Sitemlerine karşı gözlerimi devirmemek için kendimi zor tuttum.
"Ne alakası var anne?"
"O zaman neden gelmiyorsun buraya? Bak bütün sınavların da bitti işte, ne yapacaksın orada?"
"Bu seferlik yarı yıl tatiline kadar beklesem olmaz mı? Zaten son senemdeyim, burada her anım çok değerli."
Dediklerim kısmen doğruydu fakat bir de Merih faktörü vardı, burada kalmayı daha cazip kılan asıl etken de oydu. Bunu anneme tabii ki söyleyemezdim.
"Olmaz, Asuman," dedi kesin bir sesle. "Bir hafta da olsa gelmelisin."
"Anne ya," deyip hayıflandım. "Hem ben burada İngilizce dersi de alıyorum, geri kalacağım sonra."
Bu da yalan değildi ama detayları gizlemekten bir zarar gelmezdi.
"İngilizce dersi nereden çıktı?" dedi şaşırarak. "Son senende bir dünyayı kurtarmadığın kaldı!"
Her gün yeni bir uğraşla karşısına çıktığım için yakınmakta hakkı vardı.
"İngilizce olmadan dünya da kurtarılmıyor anne..."
"Dünya da zaten 'Asuman gelsin beni kurtarsın' diyordu," deyip beni alaya aldı. "Ben anlamam hanımefendi, geleceksin.

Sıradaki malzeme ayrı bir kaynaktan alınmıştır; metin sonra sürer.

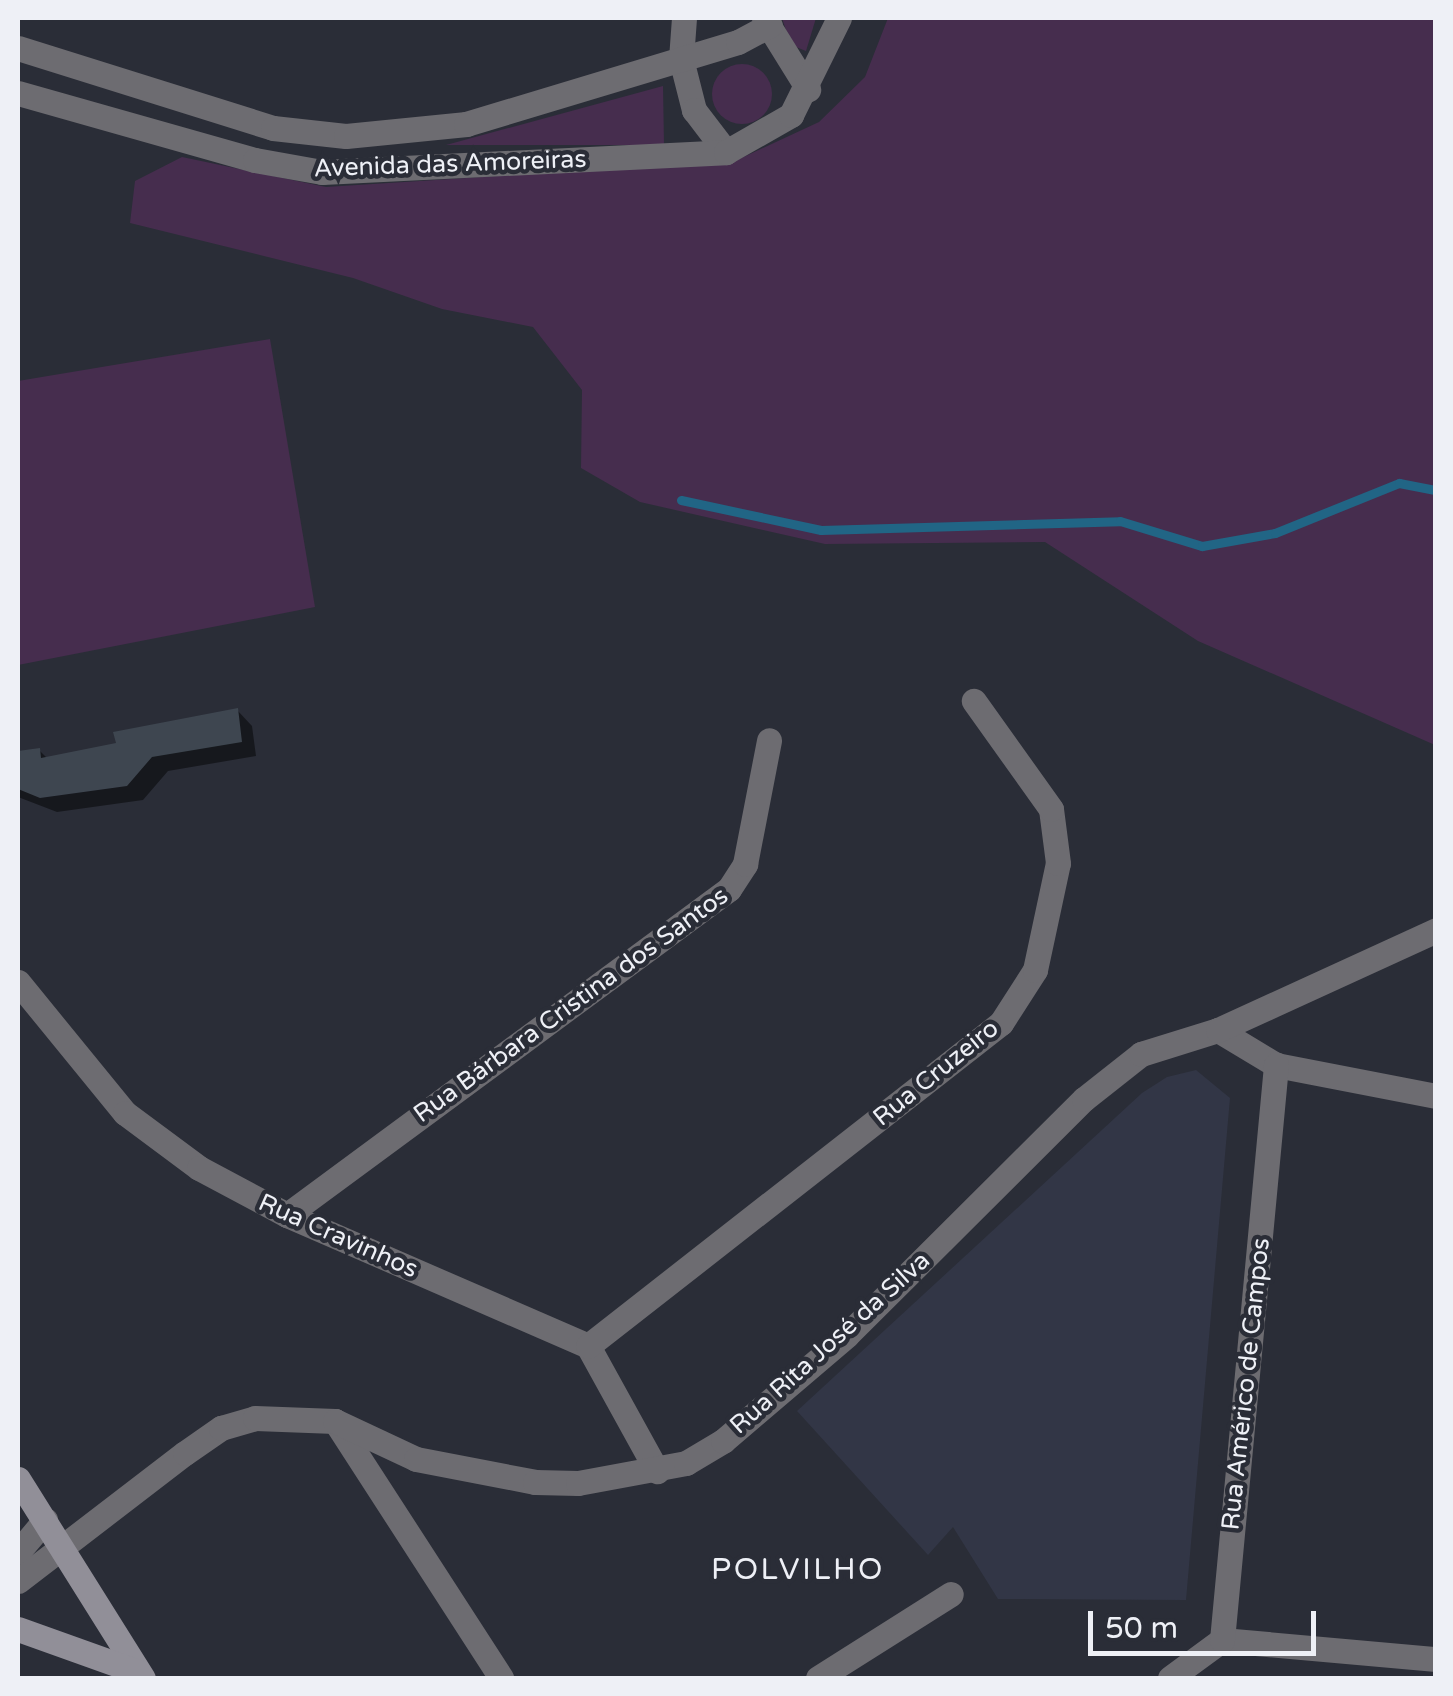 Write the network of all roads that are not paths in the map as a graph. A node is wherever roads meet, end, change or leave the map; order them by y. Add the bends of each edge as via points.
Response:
1 (684, 18) edge
2 (840, 18) edge
3 (767, 21) edge
4 (18, 48) edge
5 (682, 59) junction
6 (808, 89) junction
7 (18, 93) edge
8 (726, 152) junction
9 (974, 702) dead end
10 (768, 740) dead end
11 (1436, 930) edge
12 (18, 982) edge
13 (1218, 1030) junction
14 (1276, 1065) junction
15 (1436, 1096) edge
16 (287, 1216) junction
17 (588, 1346) junction
18 (334, 1421) junction
19 (657, 1471) junction
20 (18, 1479) edge
21 (45, 1520) junction
22 (64, 1548) junction
23 (18, 1552) edge
24 (18, 1580) edge
25 (951, 1594) dead end
26 (18, 1628) edge
27 (1222, 1640) junction
28 (1436, 1659) edge
29 (140, 1675) edge
30 (502, 1678) edge
31 (818, 1678) edge
32 (1170, 1678) edge

1 - 5 street
2 - 6 street, Avenida das Amoreiras
3 - 5 street, Avenida das Amoreiras
3 - 6 street
4 - 5 street, Avenida das Amoreiras via 273,128 346,136 466,124
5 - 8 street via 694,110
6 - 8 street, Avenida das Amoreiras via 791,114
7 - 8 street, Avenida das Amoreiras via 322,172
9 - 17 street, Rua Cruzeiro via 1051,810 1058,862 1035,970 1001,1023
10 - 16 street, Rua Bárbara Cristina dos Santos via 745,864 729,890
11 - 13 street, Rua Rita José da Silva
12 - 16 street, Rua Cravinhos via 126,1112 199,1168
13 - 14 street
13 - 19 street, Rua Rita José da Silva via 1141,1054 1084,1099 847,1336 723,1441
14 - 15 street
14 - 27 street, Rua Américo de Campos
16 - 17 street, Rua Cravinhos
17 - 19 street
18 - 19 street, Rua Rita José da Silva via 416,1459 488,1476 578,1483
18 - 22 street, Rua Rita José da Silva via 255,1418 221,1428
18 - 30 street
20 - 21 main road
21 - 22 main road
21 - 23 street
22 - 24 street, Rua Rita José da Silva
22 - 29 main road
25 - 31 street
26 - 29 main road
27 - 28 street
27 - 32 street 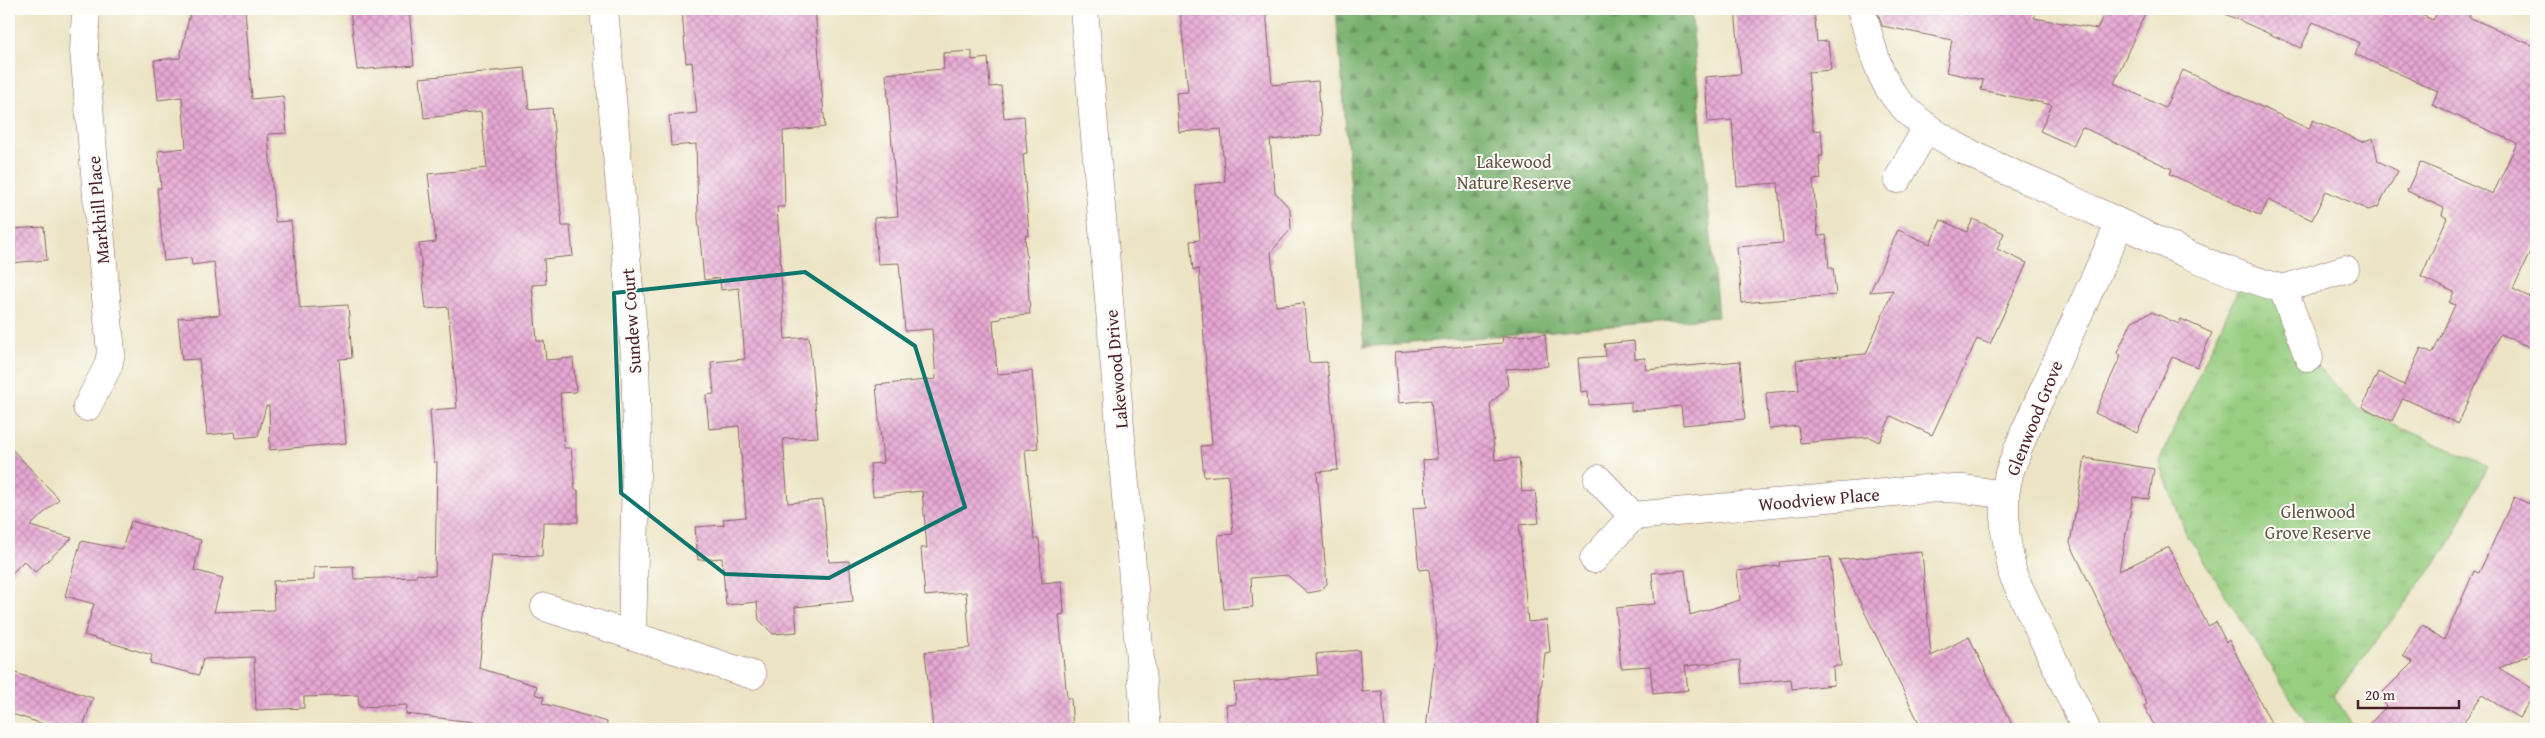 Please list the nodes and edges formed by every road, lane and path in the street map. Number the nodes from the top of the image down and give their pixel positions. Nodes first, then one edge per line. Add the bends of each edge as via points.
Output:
1 (86, 9) edge
2 (604, 9) edge
3 (1084, 9) edge
4 (1861, 9) edge
5 (1927, 126) junction
6 (1898, 179) dead end
7 (2120, 223) junction
8 (2346, 269) dead end
9 (2283, 290) junction
10 (2309, 358) dead end
11 (87, 407) dead end
12 (1598, 479) dead end
13 (2005, 496) junction
14 (1633, 516) junction
15 (1594, 559) dead end
16 (545, 607) dead end
17 (632, 635) junction
18 (752, 676) dead end
19 (1146, 729) edge
20 (2086, 729) edge

1 - 11 street, Markhill Place via 84,51 111,353 108,366
2 - 17 street, Sundew Court via 635,355 637,435
3 - 19 street, Lakewood Drive
4 - 5 street via 1886,82 1904,108
5 - 6 street
5 - 7 street via 1948,142
7 - 9 street via 2244,277
7 - 13 street, Glenwood Grove via 2019,446
8 - 9 street
9 - 10 street
12 - 14 street
13 - 14 street, Woodview Place via 1937,488
13 - 20 street, Glenwood Grove via 2005,531 2013,575
14 - 15 street
16 - 17 street
17 - 18 street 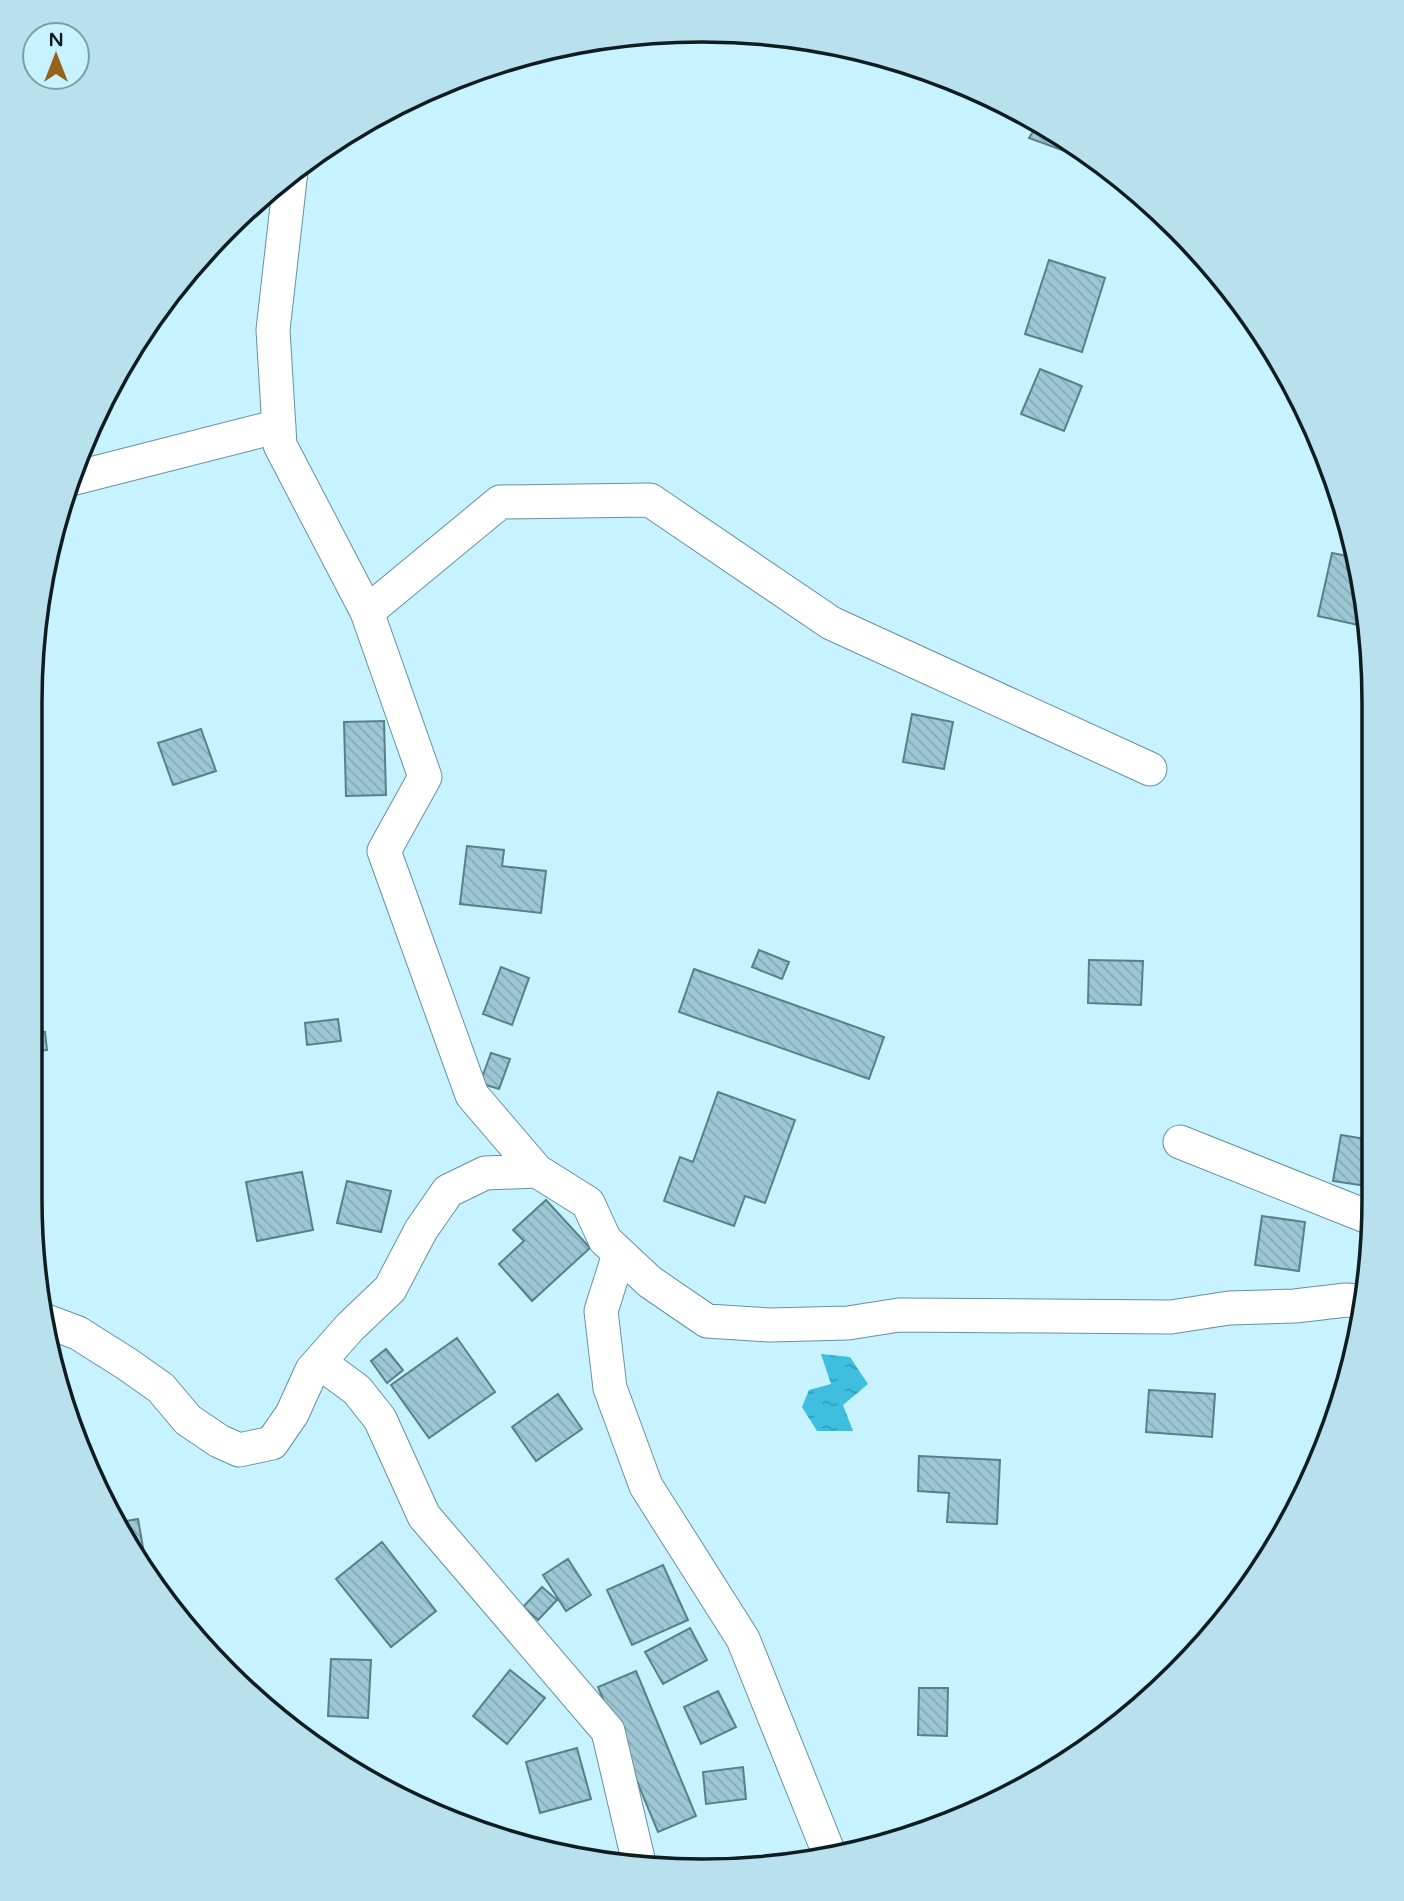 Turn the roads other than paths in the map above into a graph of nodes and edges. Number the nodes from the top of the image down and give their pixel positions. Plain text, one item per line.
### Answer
1 (285, 191) edge
2 (270, 435) junction
3 (82, 476) edge
4 (367, 612) junction
5 (1150, 769) dead end
6 (1180, 1142) dead end
7 (537, 1171) junction
8 (1362, 1214) edge
9 (619, 1254) junction
10 (1353, 1300) edge
11 (54, 1324) edge
12 (320, 1362) junction
13 (826, 1847) edge
14 (637, 1855) edge

1 - 2 street
2 - 3 street
2 - 4 street
4 - 5 street
4 - 7 street
6 - 8 street
7 - 9 street
7 - 12 street
9 - 10 street
9 - 13 street
11 - 12 street
12 - 14 street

Hem baban çoktan yarına uçak biletini kesti bile."
"Ne?"
İşte bunu beklemiyordum.
"Babanın sana ne kadar düşkün olduğunu biliyorsun, o da bir an önce gelmeni bekliyor. Sen de yarına kadar toparlanırsın artık."
Bana kaçacak hiçbir köşe bırakmadığında sesli bir nefes verdim ve mecburen kabullendim. Ben de onları özlemiştim ama İzmir'e geleli iki ay olmuştu, bana kalsa biraz daha dayanabilirdim.
Annemle birkaç dakika daha konuşup telefonu kapattıktan sonra derin bir iç çektim. Söylediğine göre uçağım yarın saat ikideydi ve bu benim için çok ani olmuştu.
Oturduğum bankta iyice büzüştüm ve ellerimi ceplerime sokuşturarak ne yapacağımı düşündüm. Sınavlardan sonra aslında okul tatil olmuyordu fakat kimse okula gitmediği için o haftayı gayri resmî bir tatil olarak görüyorduk. Ev arkadaşım Sena, dün evine gitmişti bile. Ben de bu haftayı güzelce dinlenerek ve ara sıra Merihlere gidip onunla vakit geçirerek değerlendirmeyi düşünmüştüm ama belli ki mümkün olmayacaktı. Buna biraz canım sıkılsa da yapacak bir şeyim yoktu.
Şimdilik bankta oturmaya ve denizi izlemeye devam ettim.
Öğlene doğru son sınavımı da verdikten sonra, omuzlarımdan kalkan yüklerin verdiği hafiflik duygusuyla kendimi deniz kenarına atmıştım. Hava soğuktu ve denizin dalgaları kıyıya vurdukça nemli ve keskin bir soğuk da yüzüme çarpıyordu fakat bundan şikayetçi değildim, çünkü denizin mavisinde ruhuma dinginlik veren bir şey vardı.
ŞİMDİ OKUDUĞUN
NEFTİ
Romance"Gözleri... Yeşilin en güzel tonu olan gözlerine baktığım ilk an, sanki sisli bir ormanda kaybolmuşum gibi hissetmiştim. Sisli, serin, ıssız bir ormanda... Öyle ki bir an nemli toprakların kokusu bile gelmişti burnuma. Karnım karıncalandığında, hâl...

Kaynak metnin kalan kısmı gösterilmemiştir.